The effect of the pollution "was so much that we did not get proper rain and a large number of our people suffered cancer, breathlessness, skin diseases, tuberculosis, among other illnesses," he said.

"We experience better air and water quality, and we are beginning to get rain now."

Decades of struggle 

The company started its operation in Thoothukudi (formerly Tuticorin) in 1997 by setting up its Sterlite Copper plant.

The protest began when plans started to double its production capacity from 400,000 to 800,00 metric tonnes. The copper smelter has associated facilities including a refinery, copper rod plant and sulphuric acid plant. It also operates a 160-megawatt coal-based power plant.

Catholic priests and nuns were among people who led protesters demanding the shutdown of the factory to save their environment.

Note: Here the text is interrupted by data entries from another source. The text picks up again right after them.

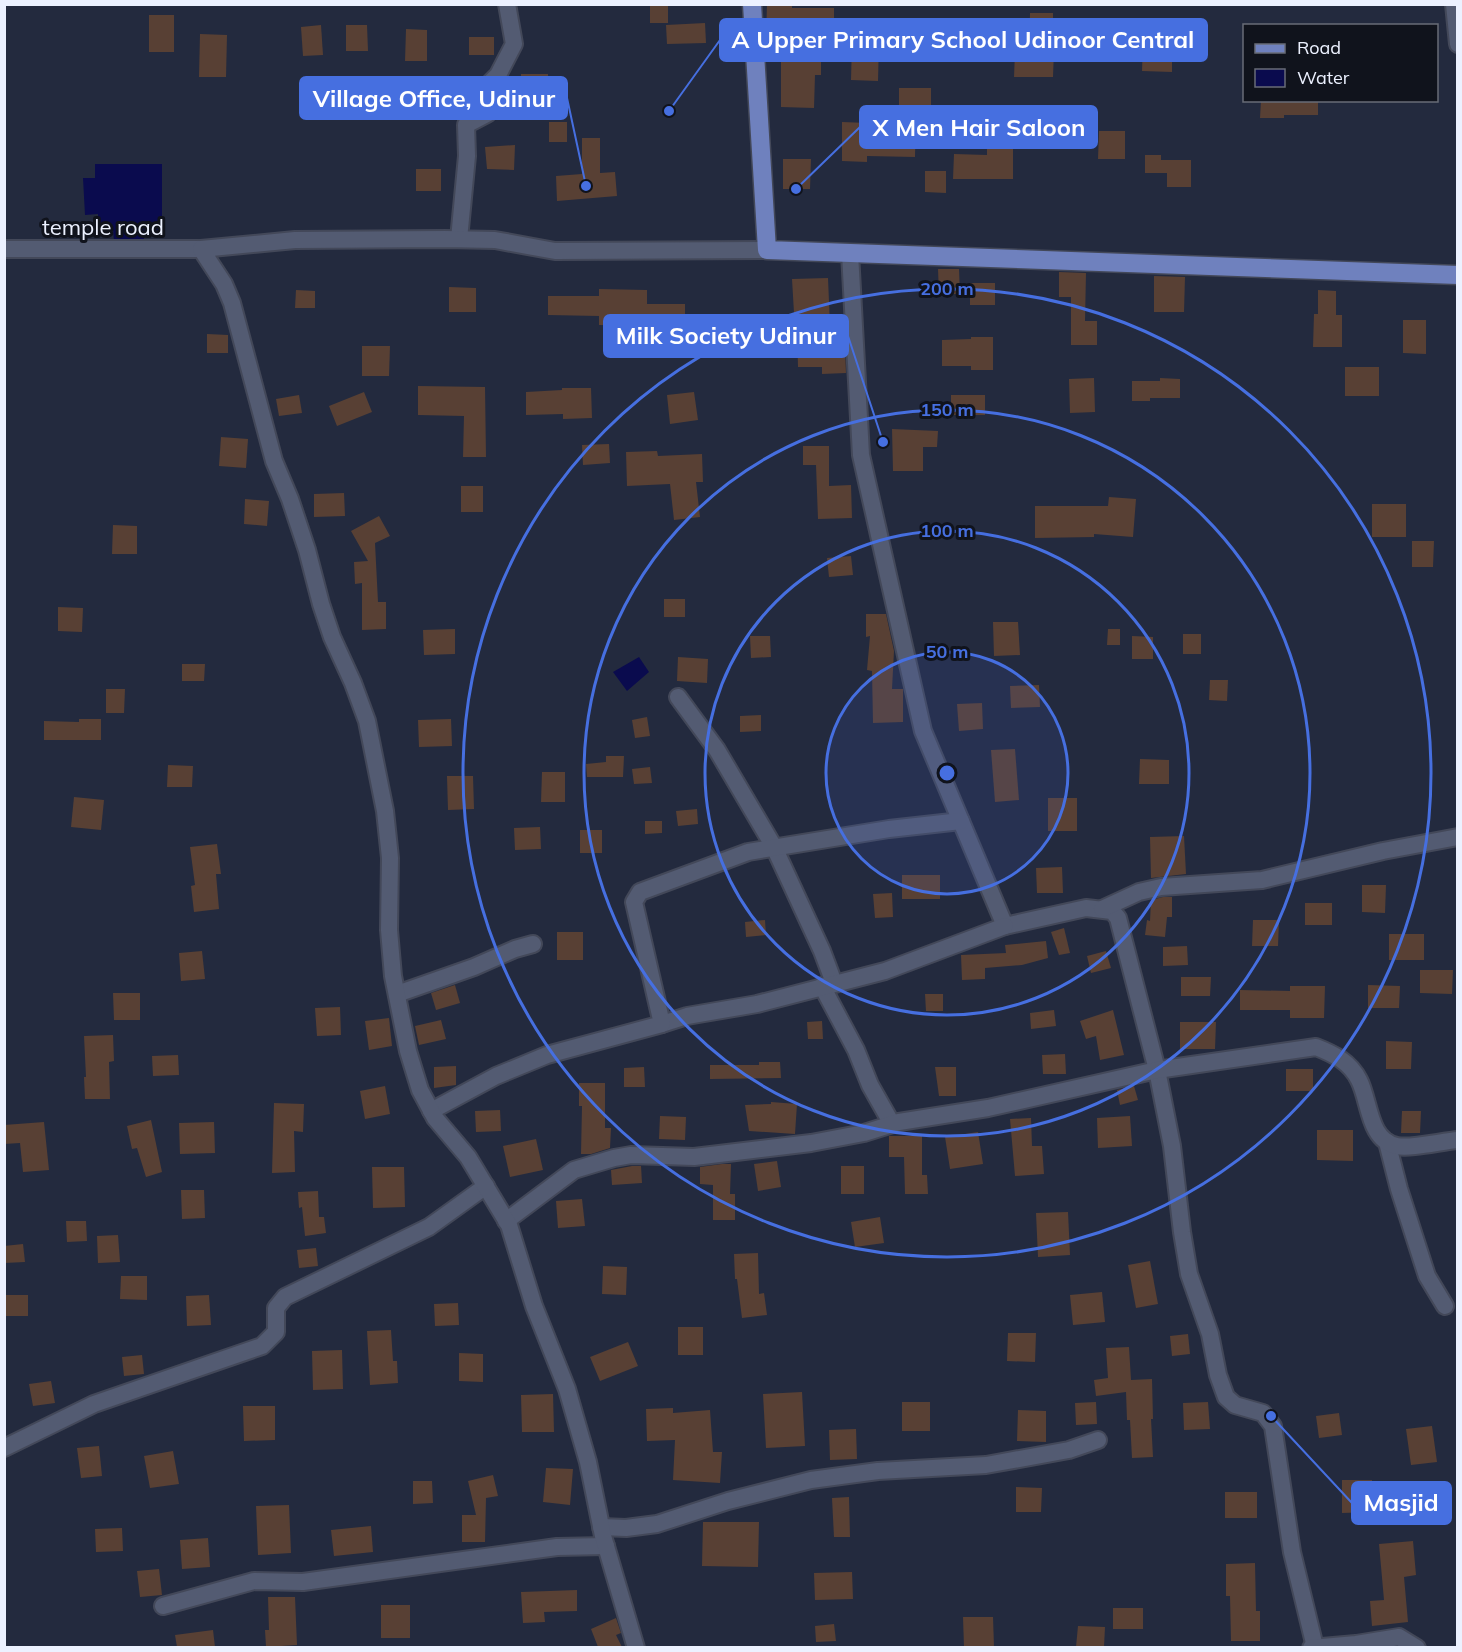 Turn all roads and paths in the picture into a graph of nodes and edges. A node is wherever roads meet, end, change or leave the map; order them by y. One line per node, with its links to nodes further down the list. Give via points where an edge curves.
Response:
1 (507, 4): 5 (street, via 514,44 498,75 483,90 487,114 466,125)
2 (752, 4): 8 (main road)
3 (1454, 4): 4 (street)
4 (1458, 44)
5 (459, 239): 7 (street, temple road, via 295,240); 8 (street, temple road, via 495,240 555,251)
6 (4, 249): 7 (street, temple road)
7 (201, 249): 19 (street, via 232,303 274,461 307,550 328,626 367,721 385,811 390,858 389,930)
8 (767, 250): 9 (main road)
9 (850, 253): 10 (main road); 12 (street, via 861,455 923,731)
10 (1458, 275)
11 (678, 697): 14 (street, via 717,750)
12 (961, 820): 14 (street); 16 (street)
13 (1458, 837): 15 (street, via 1262,880 1161,887 1139,892)
14 (774, 847): 18 (street, via 822,951); 20 (street, via 748,852 640,891 634,902)
15 (1102, 909): 16 (street, via 1086,908); 21 (street, via 1112,910 1118,918)
16 (1005, 926): 18 (street, via 885,971)
17 (533, 944): 19 (street)
18 (828, 985): 20 (street); 23 (street, via 870,1085)
19 (397, 994): 22 (street, via 408,1051)
20 (662, 1024): 22 (street, via 547,1055 496,1076)
21 (1157, 1070): 23 (street, via 988,1108); 25 (street, via 1317,1047 1340,1057 1359,1080 1373,1124); 35 (street, via 1190,1274 1226,1397 1235,1405 1263,1413 1273,1425 1292,1552)
22 (431, 1111): 26 (street)
23 (892, 1124): 27 (street, via 811,1143 694,1157 614,1158 574,1170)
24 (1458, 1140): 25 (street, via 1398,1146)
25 (1387, 1142): 28 (street, via 1427,1276)
26 (486, 1186): 27 (street); 30 (street, via 429,1227 285,1297 276,1308 276,1332 262,1346 94,1404)
27 (506, 1221): 31 (street, via 567,1389)
28 (1445, 1306)
29 (1098, 1440): 31 (street, via 1069,1450 986,1465 878,1470 811,1480 657,1524)
30 (4, 1448)
31 (601, 1527): 32 (street)
32 (606, 1546): 33 (street, via 557,1547 303,1582 254,1581); 34 (street)
33 (163, 1606)
34 (636, 1647)
35 (1313, 1647): 36 (street, via 1399,1637)
36 (1417, 1647) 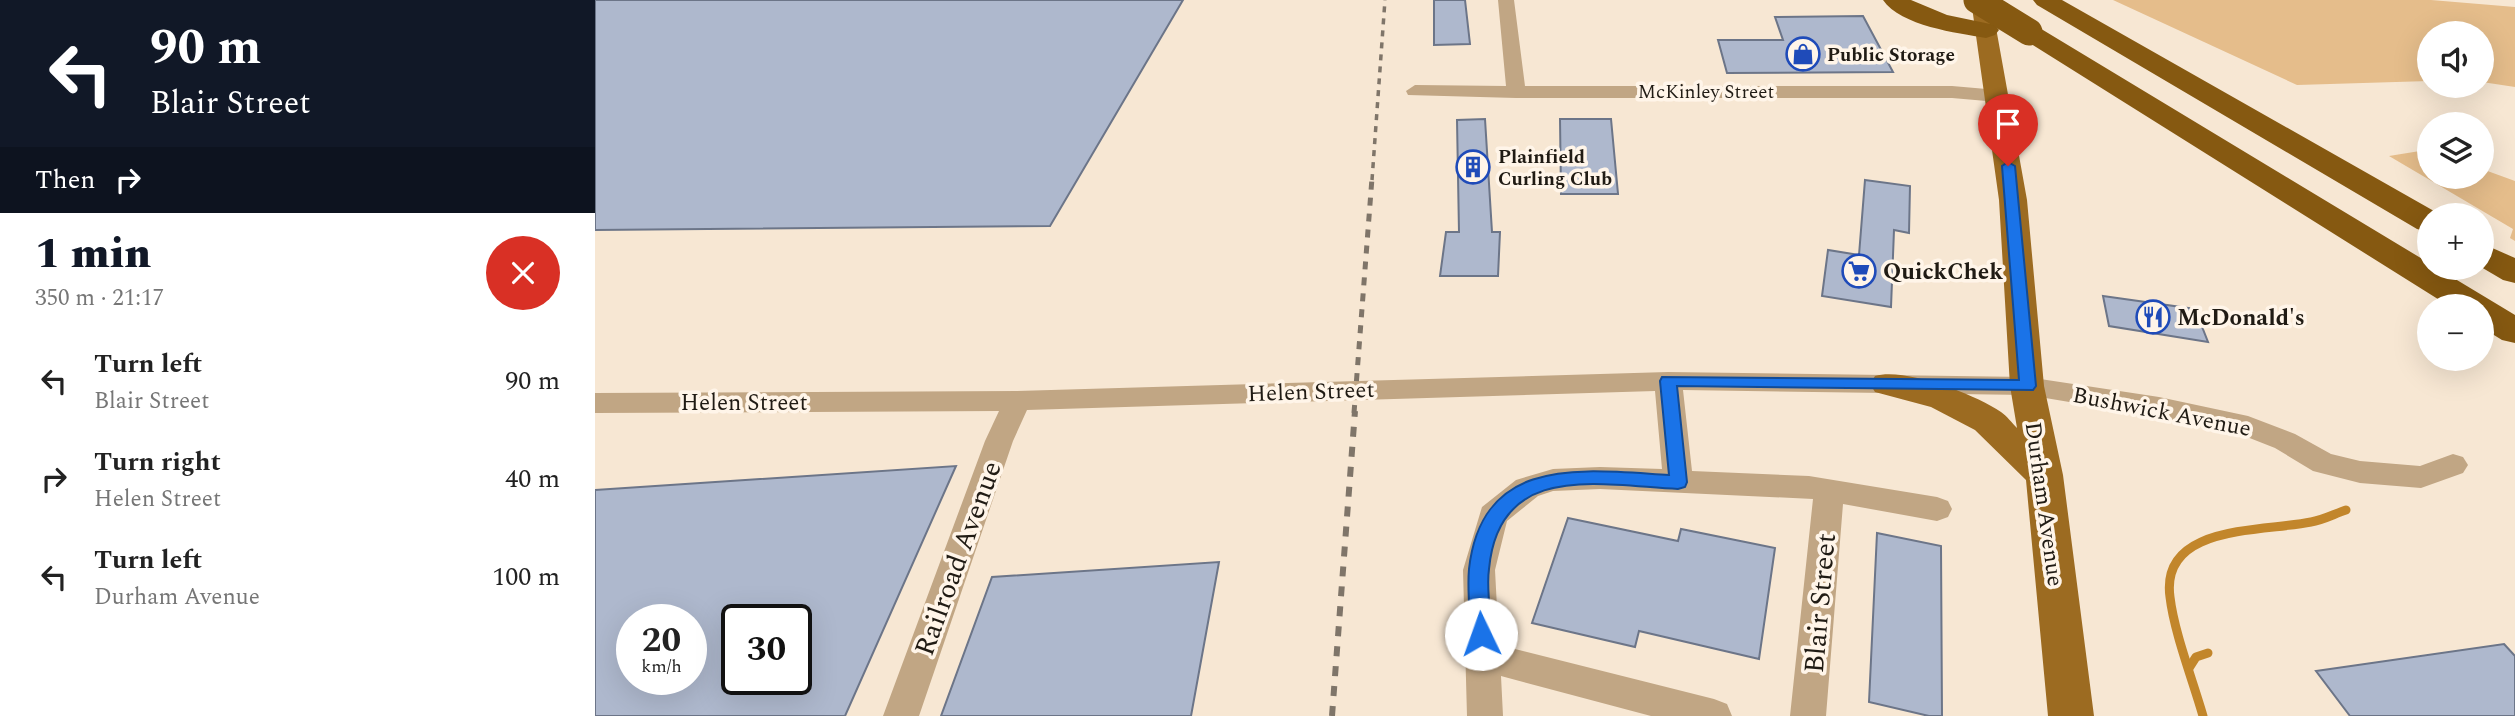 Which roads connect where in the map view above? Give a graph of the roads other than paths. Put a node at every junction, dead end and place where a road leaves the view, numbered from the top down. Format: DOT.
graph roads {
  1 [pos="1506,0"];
  2 [pos="1895,0"];
  3 [pos="1979,0"];
  4 [pos="2045,0"];
  5 [pos="1986,30"];
  6 [pos="1415,91"];
  7 [pos="1516,92"];
  8 [pos="1998,96"];
  9 [pos="2417,215"];
  10 [pos="2494,260"];
  11 [pos="2515,272"];
  12 [pos="2455,294"];
  13 [pos="2494,319"];
  14 [pos="2515,331"];
  15 [pos="1668,381"];
  16 [pos="1887,384"];
  17 [pos="2027,386"];
  18 [pos="1017,401"];
  19 [pos="595,403"];
  20 [pos="2453,465"];
  21 [pos="2044,475"];
  22 [pos="1678,482"];
  23 [pos="1829,491"];
  24 [pos="1937,509"];
  25 [pos="1482,656"];
  26 [pos="901,716"];
  27 [pos="1485,716"];
  28 [pos="1714,716"];
  29 [pos="1808,716"];
  30 [pos="2071,716"];
  1 -- 7 [label="street"];
  2 -- 5 [label="highway"];
  3 -- 5 [label="main road, Durham Avenue"];
  3 -- 12 [label="highway, bridge"];
  4 -- 9 [label="highway"];
  5 -- 8 [label="main road, Durham Avenue"];
  6 -- 7 [label="street, McKinley Street"];
  7 -- 8 [label="street, McKinley Street"];
  8 -- 17 [label="main road, Durham Avenue"];
  10 -- 11 [label="highway"];
  13 -- 14 [label="highway"];
  15 -- 16 [label="street, Helen Street"];
  15 -- 18 [label="street, Helen Street"];
  15 -- 22 [label="street"];
  16 -- 17 [label="street, Helen Street"];
  16 -- 21 [label="main road"];
  17 -- 20 [label="street, Bushwick Avenue"];
  17 -- 21 [label="main road, Durham Avenue"];
  18 -- 19 [label="street, Helen Street"];
  18 -- 26 [label="street, Railroad Avenue"];
  21 -- 30 [label="main road, Durham Avenue"];
  22 -- 23 [label="street"];
  22 -- 25 [label="street"];
  23 -- 24 [label="street"];
  23 -- 29 [label="street, Blair Street"];
  25 -- 27 [label="street"];
  25 -- 28 [label="street"];
}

The plant's effluents affect 19 parishes in the city, which has some 100,000 Catholics.

Father Leo Jeyseelan, who was injured in the police action, said a bullet crossed his stomach and he has still not recovered fully from its effect.

He welcomed the court order. "It is a piece of happy news for all who protested — a real victory of the people," he said.

The protest was peaceful and nobody thought the police "would open fire indiscriminately at the protesters as it was going on for almost three months," he said.

"I still cannot walk properly, even today. I was badly injured and spent four months in hospital," said the priest, who withdrew from public life after the injury and now lives in a home for elderly priests.

Spontaneous protest

Father Jeyseelan said attempts were made to blame the Catholic Church for the people's spontaneous protest.

Following the protests, the Tamil Nadu State Pollution Control Board rejected the company's application for the renewal of consent to operate in 2018, saying it had violated environmental laws.

The state government issued an order to close the plant on May 28, 2018.

Vedanta challenged the order before the National Green Tribunal and secured an order in its favor in December 2018 to open the plant.

The state government challenged it in the Supreme Court, the top court in the country. In February 2019, the Supreme Court said the National Green Tribunal's order would not stand because it had no jurisdiction over the case.

The top court, however, allowed Vedanta to take its plea to Madras High Court, which resulted in the latest order.

Vedanta's chief executive officer Pankaj Kumar told a local newspaper that the company plans to challenge the High Court verdict in the Supreme Court.